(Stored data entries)
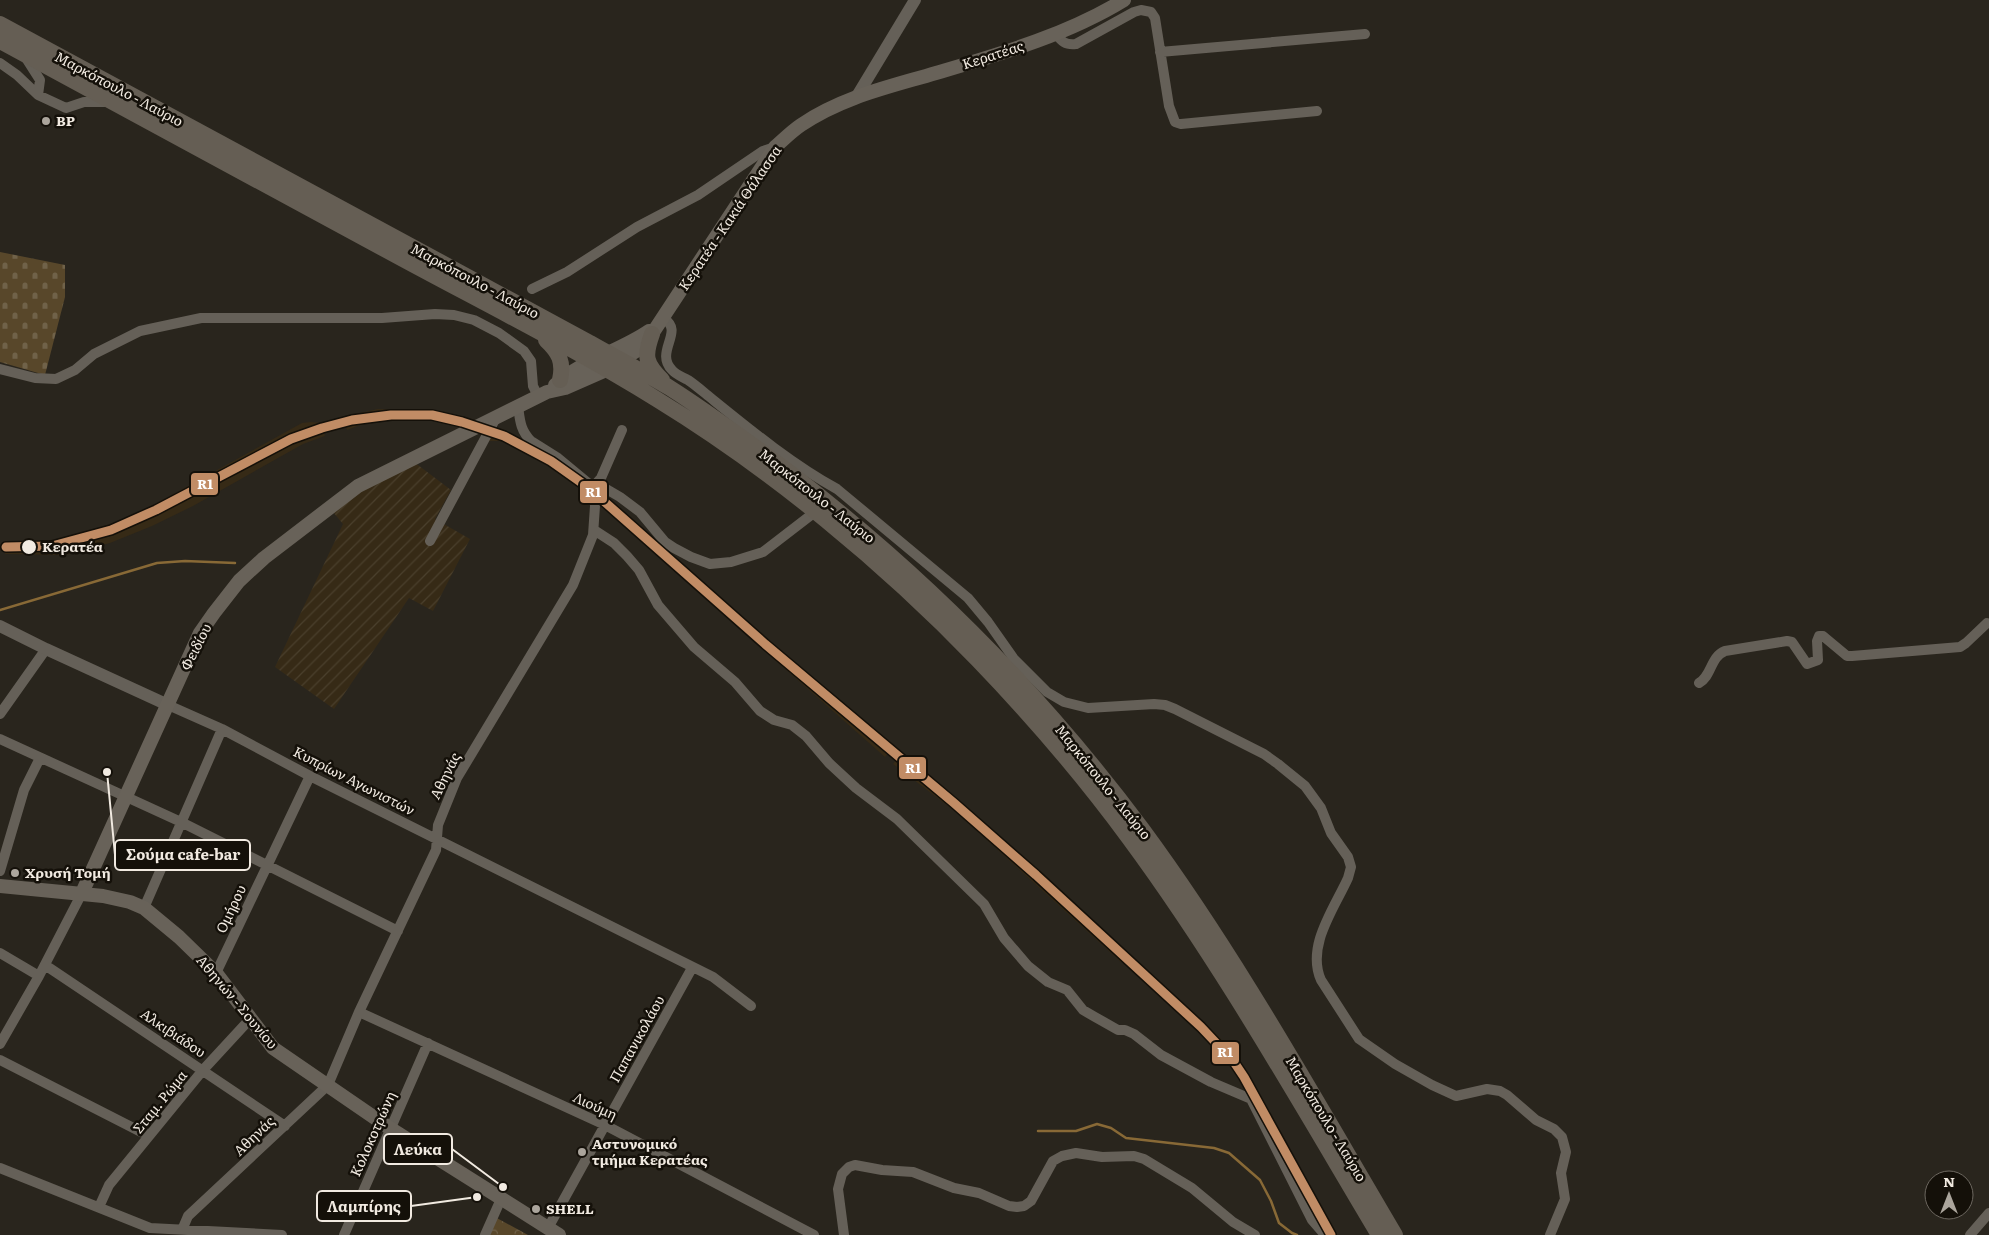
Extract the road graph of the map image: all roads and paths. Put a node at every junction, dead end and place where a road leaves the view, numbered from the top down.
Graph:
1 (915, 0) edge
2 (1124, 0) edge
3 (0, 24) edge
4 (1055, 33) junction
5 (1366, 34) dead end
6 (0, 41) edge
7 (1160, 52) junction
8 (23, 54) junction
9 (0, 63) edge
10 (38, 95) junction
11 (857, 96) junction
12 (122, 107) junction
13 (1317, 111) dead end
14 (775, 147) junction
15 (532, 289) dead end
16 (664, 319) junction
17 (538, 332) junction
18 (652, 334) junction
19 (615, 357) junction
20 (592, 362) junction
21 (0, 369) edge
22 (606, 370) junction
23 (560, 380) junction
24 (670, 388) junction
25 (543, 394) junction
26 (518, 406) junction
27 (497, 416) junction
28 (622, 430) dead end
29 (594, 487) junction
30 (814, 512) junction
31 (594, 530) junction
32 (430, 541) dead end
33 (1987, 623) dead end
34 (0, 626) edge
35 (46, 649) junction
36 (1699, 683) dead end
37 (168, 705) junction
38 (0, 714) edge
39 (222, 729) junction
40 (0, 739) edge
41 (40, 758) junction
42 (310, 776) junction
43 (125, 797) junction
44 (181, 822) junction
45 (438, 840) junction
46 (267, 865) junction
47 (0, 871) edge
48 (0, 886) edge
49 (82, 893) junction
50 (144, 908) junction
51 (398, 931) junction
52 (0, 953) edge
53 (45, 965) junction
54 (692, 968) junction
55 (216, 973) junction
56 (39, 976) junction
57 (751, 1006) dead end
58 (359, 1012) junction
59 (250, 1020) junction
60 (428, 1043) junction
61 (0, 1044) edge
62 (0, 1060) edge
63 (203, 1070) junction
64 (328, 1085) junction
65 (605, 1125) junction
66 (284, 1126) junction
67 (391, 1129) junction
68 (149, 1136) junction
69 (0, 1168) edge
70 (501, 1199) junction
71 (99, 1207) junction
72 (1989, 1213) edge
73 (148, 1231) edge
74 (182, 1232) edge
75 (554, 1232) edge
76 (260, 1234) edge
77 (282, 1235) edge
78 (344, 1235) edge
79 (485, 1235) edge
80 (814, 1235) edge
81 (844, 1235) edge
82 (1255, 1235) edge
83 (1325, 1235) edge
84 (1379, 1235) edge
85 (1395, 1235) edge
86 (1550, 1235) edge
87 (1970, 1235) edge

1 - 11 street
2 - 4 main road, Κερατέας
3 - 19 highway, Μαρκόπουλο - Λαύριο
4 - 7 street
4 - 11 main road, Κερατέας
5 - 7 street
6 - 8 highway, Μαρκόπουλο - Λαύριο
7 - 13 street
8 - 10 street
8 - 12 highway, Μαρκόπουλο - Λαύριο
9 - 10 street
10 - 12 street
11 - 14 main road, Κερατέα - Κακιά Θάλασσα
12 - 17 highway, Μαρκόπουλο - Λαύριο
14 - 15 street
14 - 16 main road, Κερατέα - Κακιά Θάλασσα
16 - 18 main road, Κερατέα - Κακιά Θάλασσα
16 - 19 main road, Κερατέα - Κακιά Θάλασσα
16 - 86 street
17 - 20 highway, Μαρκόπουλο - Λαύριο
17 - 23 highway
18 - 19 main road, Κερατέα - Κακιά Θάλασσα
18 - 24 highway
19 - 20 main road
19 - 22 main road, Κερατέα - Κακιά Θάλασσα
19 - 24 highway, Μαρκόπουλο - Λαύριο
20 - 22 highway, Μαρκόπουλο - Λαύριο
20 - 23 main road
21 - 25 street
22 - 25 main road
22 - 30 highway, Μαρκόπουλο - Λαύριο
23 - 25 main road
24 - 85 highway, Μαρκόπουλο - Λαύριο
25 - 26 main road, Φειδίου
26 - 27 main road, Φειδίου
26 - 29 street
27 - 32 street
27 - 37 main road, Φειδίου
28 - 29 street
29 - 30 street
29 - 31 street, Αθηνάς
30 - 84 highway, Μαρκόπουλο - Λαύριο
31 - 45 street, Αθηνάς
31 - 83 street
33 - 36 street
34 - 35 street, Κυπρίων Αγωνιστών
35 - 37 street, Κυπρίων Αγωνιστών
35 - 38 street
37 - 39 street, Κυπρίων Αγωνιστών
37 - 43 main road, Φειδίου
39 - 42 street, Κυπρίων Αγωνιστών
39 - 44 street
40 - 41 street
41 - 43 street
41 - 47 street
42 - 45 street, Κυπρίων Αγωνιστών
42 - 46 street, Ομήρου
43 - 44 street
43 - 49 main road, Φειδίου
44 - 46 street
44 - 50 street
45 - 51 street, Αθηνάς
45 - 54 street, Κυπρίων Αγωνιστών
46 - 51 street
46 - 55 street, Ομήρου
48 - 49 main road, Αθηνών - Σουνίου
49 - 50 main road, Αθηνών - Σουνίου
49 - 53 street, Φειδίου
50 - 55 main road, Αθηνών - Σουνίου
51 - 58 street, Αθηνάς
52 - 56 street
53 - 56 street, Φειδίου
53 - 63 street, Αλκιβιάδου
54 - 57 street, Κυπρίων Αγωνιστών
54 - 65 street, Παπανικολάου
55 - 59 main road, Αθηνών - Σουνίου
56 - 61 street, Φειδίου
58 - 60 street, Λιούμη
58 - 64 street, Αθηνάς
59 - 63 street, Σταμ. Ρώμα
59 - 64 main road, Αθηνών - Σουνίου
60 - 65 street, Λιούμη
60 - 67 street, Κολοκοτρώνη
62 - 68 street
63 - 66 street, Αλκιβιάδου
63 - 68 street, Σταμ. Ρώμα
64 - 66 street, Αθηνάς
64 - 67 main road, Αθηνών - Σουνίου
65 - 75 street, Παπανικολάου
65 - 80 street, Λιούμη
66 - 74 street, Αθηνάς
67 - 70 main road, Αθηνών - Σουνίου
67 - 78 street, Κολοκοτρώνη
68 - 71 street, Σταμ. Ρώμα
69 - 71 street
70 - 75 main road, Αθηνών - Σουνίου
70 - 79 street
71 - 73 street
72 - 87 street
73 - 74 street
74 - 76 street
76 - 77 street
81 - 82 street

Task details: Search the entries for the word "Αγωνιστών". Copy every line where it occurs.

Answer space:
34 - 35 street, Κυπρίων Αγωνιστών
35 - 37 street, Κυπρίων Αγωνιστών
37 - 39 street, Κυπρίων Αγωνιστών
39 - 42 street, Κυπρίων Αγωνιστών
42 - 45 street, Κυπρίων Αγωνιστών
45 - 54 street, Κυπρίων Αγωνιστών
54 - 57 street, Κυπρίων Αγωνιστών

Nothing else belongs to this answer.